After a hiccup happens aboard her ship, a fire that kills many including their captain, Katherine Waterson's Daniels leads the crew of a colony ship, bound for a remote planet, to a pit stop on an uncharted planet. Bad idea? Of course. Thus enters the main problem of Ridley Scott latest "Alien" movie: You know where it's going.
I loved "Prometheus," I might be one of the few out there that really bought what Ridley Scott was trying to do there - here was a big budget Hollywood movie with ideas, a philosophical brain! Scott has recently come out and all, but admitted that he too regretted the way he made "Prometheus." That, of course, didn't go well with me, he should have stuck to his guns, "Prometheus" will age well in time whereas "Alien: Covenant" ...
"Alien: Covenant" is a disappointment, it goes back to the narrative structure of the survival games of the first two movies. Scott has decided to feed the masses and say "fuck it" to any kind of artistic statement. Are some scenes scary? Yes, but they're empty thrills, empty calories that don't have the substance of "Prometheus." This "Covenant" just wants to entertain, nothing wrong with that, but we deserved better.
If "Prometheus" was an ambitious film that asked questions about our own existence, this latest film is madly obvious, at times ludicrously pedestrian. It's a greatest hits package. Scott is fighting with himself here, he wants to tell us about the grand ideas he hinted at in "Prometheus," but wants to also please the masses that were disappointed with the previous installment.
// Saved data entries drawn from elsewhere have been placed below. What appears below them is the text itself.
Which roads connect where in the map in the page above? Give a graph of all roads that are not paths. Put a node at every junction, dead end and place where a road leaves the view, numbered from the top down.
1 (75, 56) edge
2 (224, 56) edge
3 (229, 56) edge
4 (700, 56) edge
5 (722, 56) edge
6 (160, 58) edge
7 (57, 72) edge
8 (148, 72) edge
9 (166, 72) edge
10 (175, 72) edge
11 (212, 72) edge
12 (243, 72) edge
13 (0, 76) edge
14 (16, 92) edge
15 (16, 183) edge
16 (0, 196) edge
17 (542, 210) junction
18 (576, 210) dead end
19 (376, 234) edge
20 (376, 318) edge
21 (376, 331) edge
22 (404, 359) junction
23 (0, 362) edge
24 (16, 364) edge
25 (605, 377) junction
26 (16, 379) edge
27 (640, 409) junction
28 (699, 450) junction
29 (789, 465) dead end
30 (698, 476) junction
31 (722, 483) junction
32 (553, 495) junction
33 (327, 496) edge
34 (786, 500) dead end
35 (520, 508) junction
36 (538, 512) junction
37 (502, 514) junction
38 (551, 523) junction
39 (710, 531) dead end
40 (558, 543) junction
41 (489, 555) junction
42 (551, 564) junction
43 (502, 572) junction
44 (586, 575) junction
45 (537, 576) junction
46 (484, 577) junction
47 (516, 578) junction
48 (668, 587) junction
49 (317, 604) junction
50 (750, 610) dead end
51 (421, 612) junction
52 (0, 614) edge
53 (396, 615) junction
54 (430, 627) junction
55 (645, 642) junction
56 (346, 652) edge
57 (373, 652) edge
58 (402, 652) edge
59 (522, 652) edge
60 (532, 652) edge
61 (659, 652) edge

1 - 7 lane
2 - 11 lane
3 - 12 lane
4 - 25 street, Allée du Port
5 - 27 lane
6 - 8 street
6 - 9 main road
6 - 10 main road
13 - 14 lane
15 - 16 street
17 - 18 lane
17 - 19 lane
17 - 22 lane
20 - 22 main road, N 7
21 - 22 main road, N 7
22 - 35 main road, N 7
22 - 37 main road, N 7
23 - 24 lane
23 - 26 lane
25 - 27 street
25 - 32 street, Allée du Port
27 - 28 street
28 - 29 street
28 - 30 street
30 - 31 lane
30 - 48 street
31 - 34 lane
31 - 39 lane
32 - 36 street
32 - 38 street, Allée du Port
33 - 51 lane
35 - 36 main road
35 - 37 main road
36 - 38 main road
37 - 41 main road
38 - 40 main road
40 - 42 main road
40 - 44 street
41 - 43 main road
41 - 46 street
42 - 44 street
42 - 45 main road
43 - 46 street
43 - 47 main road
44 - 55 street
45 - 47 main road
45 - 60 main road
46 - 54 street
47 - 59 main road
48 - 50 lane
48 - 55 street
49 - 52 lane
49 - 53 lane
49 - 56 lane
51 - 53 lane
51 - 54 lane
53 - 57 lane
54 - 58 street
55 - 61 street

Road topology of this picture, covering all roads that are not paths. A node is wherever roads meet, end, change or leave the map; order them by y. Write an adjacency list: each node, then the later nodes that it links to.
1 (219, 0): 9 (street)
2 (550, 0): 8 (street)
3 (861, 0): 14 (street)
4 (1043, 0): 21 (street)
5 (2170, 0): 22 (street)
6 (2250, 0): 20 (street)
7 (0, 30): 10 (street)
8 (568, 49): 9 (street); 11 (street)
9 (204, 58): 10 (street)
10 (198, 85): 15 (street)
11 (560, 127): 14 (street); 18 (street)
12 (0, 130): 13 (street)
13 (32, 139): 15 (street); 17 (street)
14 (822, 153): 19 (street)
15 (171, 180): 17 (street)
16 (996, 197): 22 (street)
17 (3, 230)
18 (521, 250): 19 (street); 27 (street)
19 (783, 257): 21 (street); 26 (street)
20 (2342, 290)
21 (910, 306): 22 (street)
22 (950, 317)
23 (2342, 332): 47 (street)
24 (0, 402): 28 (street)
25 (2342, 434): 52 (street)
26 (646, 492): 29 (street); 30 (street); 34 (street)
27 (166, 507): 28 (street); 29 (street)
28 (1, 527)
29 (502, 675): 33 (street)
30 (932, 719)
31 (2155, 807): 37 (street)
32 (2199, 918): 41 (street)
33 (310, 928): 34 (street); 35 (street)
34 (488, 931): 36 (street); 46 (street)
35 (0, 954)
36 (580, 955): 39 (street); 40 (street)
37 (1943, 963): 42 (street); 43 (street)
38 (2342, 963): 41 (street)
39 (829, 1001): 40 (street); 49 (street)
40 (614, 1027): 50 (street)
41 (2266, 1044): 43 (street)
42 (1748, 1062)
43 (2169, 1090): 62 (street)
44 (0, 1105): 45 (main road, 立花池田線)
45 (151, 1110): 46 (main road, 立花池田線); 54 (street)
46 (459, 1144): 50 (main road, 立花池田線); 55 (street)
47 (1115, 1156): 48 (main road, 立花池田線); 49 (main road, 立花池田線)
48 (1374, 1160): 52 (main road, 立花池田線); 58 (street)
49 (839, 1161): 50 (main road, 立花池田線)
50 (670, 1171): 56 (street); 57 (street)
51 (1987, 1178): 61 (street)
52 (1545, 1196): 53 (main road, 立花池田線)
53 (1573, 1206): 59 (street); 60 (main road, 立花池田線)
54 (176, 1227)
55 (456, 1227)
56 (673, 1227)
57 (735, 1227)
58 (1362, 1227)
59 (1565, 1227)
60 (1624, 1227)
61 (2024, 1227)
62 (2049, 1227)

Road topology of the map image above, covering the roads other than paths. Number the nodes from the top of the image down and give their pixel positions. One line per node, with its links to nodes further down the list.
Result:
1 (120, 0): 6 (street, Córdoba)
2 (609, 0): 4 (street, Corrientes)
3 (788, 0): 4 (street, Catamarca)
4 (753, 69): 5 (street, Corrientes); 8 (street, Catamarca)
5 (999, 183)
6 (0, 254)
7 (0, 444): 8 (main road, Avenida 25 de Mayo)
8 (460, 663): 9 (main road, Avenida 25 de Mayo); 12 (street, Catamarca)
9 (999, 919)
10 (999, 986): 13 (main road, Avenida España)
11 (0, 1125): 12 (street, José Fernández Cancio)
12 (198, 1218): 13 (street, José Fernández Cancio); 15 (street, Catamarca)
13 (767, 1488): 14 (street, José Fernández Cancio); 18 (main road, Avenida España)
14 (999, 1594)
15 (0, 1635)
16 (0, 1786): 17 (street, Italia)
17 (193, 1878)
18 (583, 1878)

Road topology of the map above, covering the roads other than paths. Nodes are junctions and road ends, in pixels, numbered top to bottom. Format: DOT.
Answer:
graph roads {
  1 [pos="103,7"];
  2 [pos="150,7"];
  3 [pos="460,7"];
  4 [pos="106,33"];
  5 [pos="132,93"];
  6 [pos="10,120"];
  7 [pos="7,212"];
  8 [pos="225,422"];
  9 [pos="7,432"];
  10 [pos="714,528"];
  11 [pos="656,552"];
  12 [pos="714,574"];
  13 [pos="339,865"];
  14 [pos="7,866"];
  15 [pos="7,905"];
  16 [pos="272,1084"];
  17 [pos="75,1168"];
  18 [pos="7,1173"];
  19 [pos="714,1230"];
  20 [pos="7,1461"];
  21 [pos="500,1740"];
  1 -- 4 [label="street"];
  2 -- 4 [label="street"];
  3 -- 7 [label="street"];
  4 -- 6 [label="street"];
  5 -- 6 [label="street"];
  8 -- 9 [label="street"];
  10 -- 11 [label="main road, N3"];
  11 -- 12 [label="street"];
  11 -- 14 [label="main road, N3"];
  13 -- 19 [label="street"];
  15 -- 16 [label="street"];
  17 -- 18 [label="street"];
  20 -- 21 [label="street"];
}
If there's a reason to overlook the film's issues that would be Michael Fassbender. Playing dual roles, Walter and David, Fassbender manages to bring scary humanity to a cold-hearted duo of robots. The fireworks that spark between the two are the clear-cut highlights of the movie. Fassbender, now 40 years old, delivers a tour-de-force, one of the highlights of his storied career, managing to give us skin-crawling performances that only hint at the potential that was lurking in Scott's mad-scientist ideas, too bad the venerable director had to resort to conventional tropes for box-office potential [C-]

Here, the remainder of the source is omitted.